I'm gonna smoke my first venison tonight. Have tenderloins seasoned & wrapped in bacon


----------



## papa7326 (Jan 1, 2014)

image.jpg



__ papa7326
__ Jan 1, 2014





On the smoker


----------



## smokering90 (Jan 1, 2014)

looks good,

an older gentlemen in Alabama introduced me to the only way i eat backstrap now.

take the backstrap, butterfly it and stuff it with cream cheese and jalepenos, then wrap them in thick cut maple bacon and smoke them till done. 

i tried this 8 years ago and havn't made backstrap any different since then


----------



## papa7326 (Jan 1, 2014)

That does sound good. I think Yankees call it Tenderloins southerners call it backstrap


----------



## mossymo (Jan 1, 2014)

Looking forward to finished pics Papa7326!

In my opinion venison tenderloin us located inside the rib cage next to the spinal column and venison backstrap is located outside of the rib cage along a majority of the length of the spinal column.
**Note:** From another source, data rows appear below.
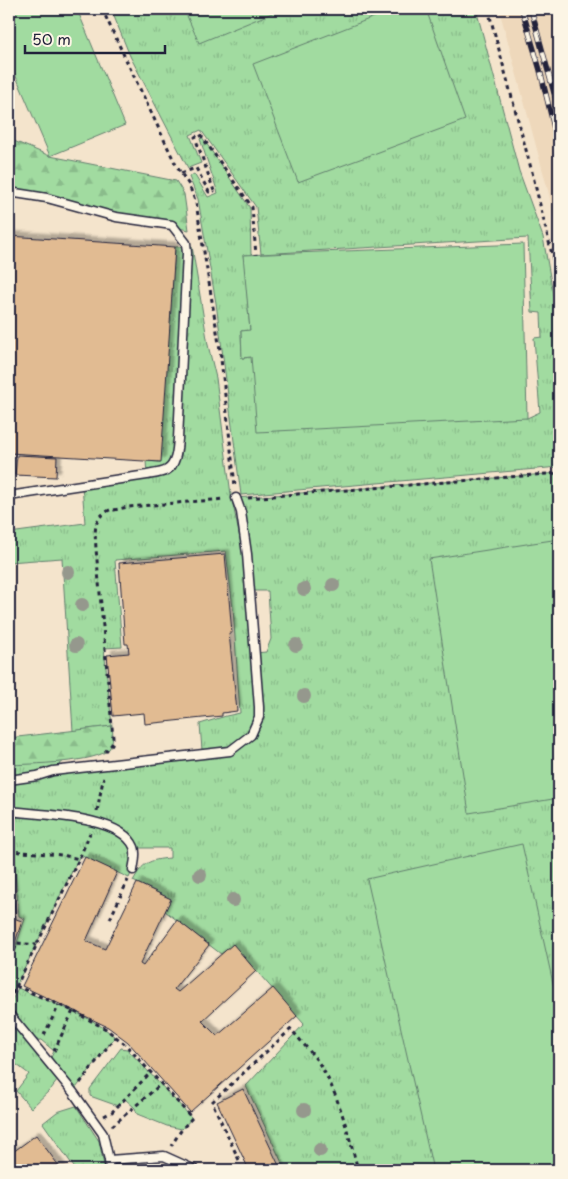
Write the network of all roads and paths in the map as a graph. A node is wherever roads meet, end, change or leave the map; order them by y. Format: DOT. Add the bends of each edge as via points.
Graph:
graph roads {
  1 [pos="488,9"];
  2 [pos="181,173"];
  3 [pos="9,192"];
  4 [pos="256,255"];
  5 [pos="559,283"];
  6 [pos="559,473"];
  7 [pos="9,496"];
  8 [pos="236,498"];
  9 [pos="101,753"];
  10 [pos="110,765"];
  11 [pos="9,780"];
  12 [pos="9,811"];
  13 [pos="96,816"];
  14 [pos="88,838"];
  15 [pos="9,851"];
  16 [pos="79,859"];
  17 [pos="133,870"];
  18 [pos="110,919"];
  19 [pos="36,945"];
  20 [pos="9,966"];
  21 [pos="16,986"];
  22 [pos="9,1001"];
  23 [pos="59,1005"];
  24 [pos="73,1011"];
  25 [pos="9,1014"];
  26 [pos="115,1037"];
  27 [pos="37,1048"];
  28 [pos="49,1063"];
  29 [pos="151,1072"];
  30 [pos="161,1084"];
  31 [pos="73,1092"];
  32 [pos="94,1121"];
  33 [pos="103,1134"];
  34 [pos="164,1156"];
  35 [pos="109,1160"];
  36 [pos="238,1160"];
  37 [pos="110,1170"];
  38 [pos="195,1170"];
  39 [pos="358,1170"];
  1 -- 5 [label="path"];
  2 -- 4 [label="path" via="196,168 209,192 214,191 195,136 200,134 252,207"];
  3 -- 7 [label="lane" via="47,198 116,217 172,225 186,243 187,252 178,439 173,464 167,470 146,475"];
  6 -- 8 [label="path"];
  8 -- 9 [label="path" via="128,507 101,514 95,526 96,550 113,738 108,750"];
  8 -- 10 [label="lane" via="247,554 256,653 259,717 255,728 244,742 230,751"];
  10 -- 11 [label="lane" via="52,771"];
  10 -- 13 [label="path"];
  12 -- 17 [label="lane" via="95,821 112,828 125,836 134,848"];
  14 -- 16 [label="path"];
  15 -- 16 [label="path"];
  16 -- 19 [label="path"];
  17 -- 18 [label="path"];
  19 -- 20 [label="path" via="17,943"];
  19 -- 21 [label="path"];
  21 -- 22 [label="path"];
  21 -- 23 [label="path"];
  23 -- 24 [label="path"];
  23 -- 27 [label="path"];
  24 -- 26 [label="path"];
  24 -- 28 [label="path"];
  25 -- 27 [label="lane"];
  26 -- 29 [label="path"];
  26 -- 31 [label="path"];
  27 -- 28 [label="lane"];
  28 -- 31 [label="lane"];
  29 -- 30 [label="path"];
  29 -- 32 [label="path" via="112,1112"];
  30 -- 33 [label="path"];
  30 -- 34 [label="path" via="192,1118"];
  31 -- 32 [label="lane"];
  32 -- 33 [label="lane"];
  33 -- 35 [label="lane"];
  34 -- 35 [label="lane"];
  34 -- 38 [label="lane"];
  35 -- 37 [label="lane"];
  36 -- 39 [label="path" via="212,1102 291,1029 317,1060 333,1092"];
}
Here are backstraps I did yesterday - http://www.smokingmeatforums.com/t/155311/new-years-eve-venison-backstraps


----------



## smokering90 (Jan 1, 2014)

what MossyMo said


----------



## papa7326 (Jan 1, 2014)

I snuck a peek. It's looking good


----------



## papa7326 (Jan 1, 2014)

image.jpg



__ papa7326
__ Jan 1, 2014


----------



## papa7326 (Jan 1, 2014)

image.jpg



__ papa7326
__ Jan 1, 2014





Awesome if I do say so myself


----------



## mossymo (Jan 1, 2014)

Looks great, nice work!


----------



## smokering90 (Jan 1, 2014)

looks great


----------



## scwatrboyo1 (Jan 10, 2014)

like the yankees call it tenderloins and southerners call it backstraps, as same goes as yankees call it venison,southerners call it deer meat.  anyways I have done this a lot on the grill, but never smoked, on the to do list for sure.


----------



## mdboatbum (Jan 10, 2014)

MossyMO said:


> Looking forward to finished pics Papa7326!
> 
> In my opinion venison tenderloin us located inside the rib cage next to the spinal column and venison backstrap is located outside of the rib cage along a majority of the length of the spinal column.
> 
> Here are backstraps I did yesterday - http://www.smokingmeatforums.com/t/155311/new-years-eve-venison-backstraps


X2. I think they're 2 entirely different cuts of meat. Both delicious, just come from slightly different areas of the deer. MY experience has been that the backstrap usually gets cut off and eaten when the deer is hung, a treat for the hunter if you will. In just about every deer camp I've been to, which isn't many by the way, the deer hanging in the cooler (or shed if it's cold enough outside) all have the backstraps removed. The tenderloins are usually aged with the rest of the meat and removed come butchering time.


----------



## humdinger (Jan 10, 2014)

I always called the deer loins "backstraps". The tenderloin was up on the inside like MossMO describes.


----------



## leah elisheva (Jan 10, 2014)

So exciting! Great job! I love venison!!! This was fun to see! Cheers! - Leah


----------



## ajbert (Jan 10, 2014)

Just an FYI, venison encompasses more than deer.  It actually covers the entire "deer" family, to include elk, caribou, moose and antelope.

And those back straps look amazing!


----------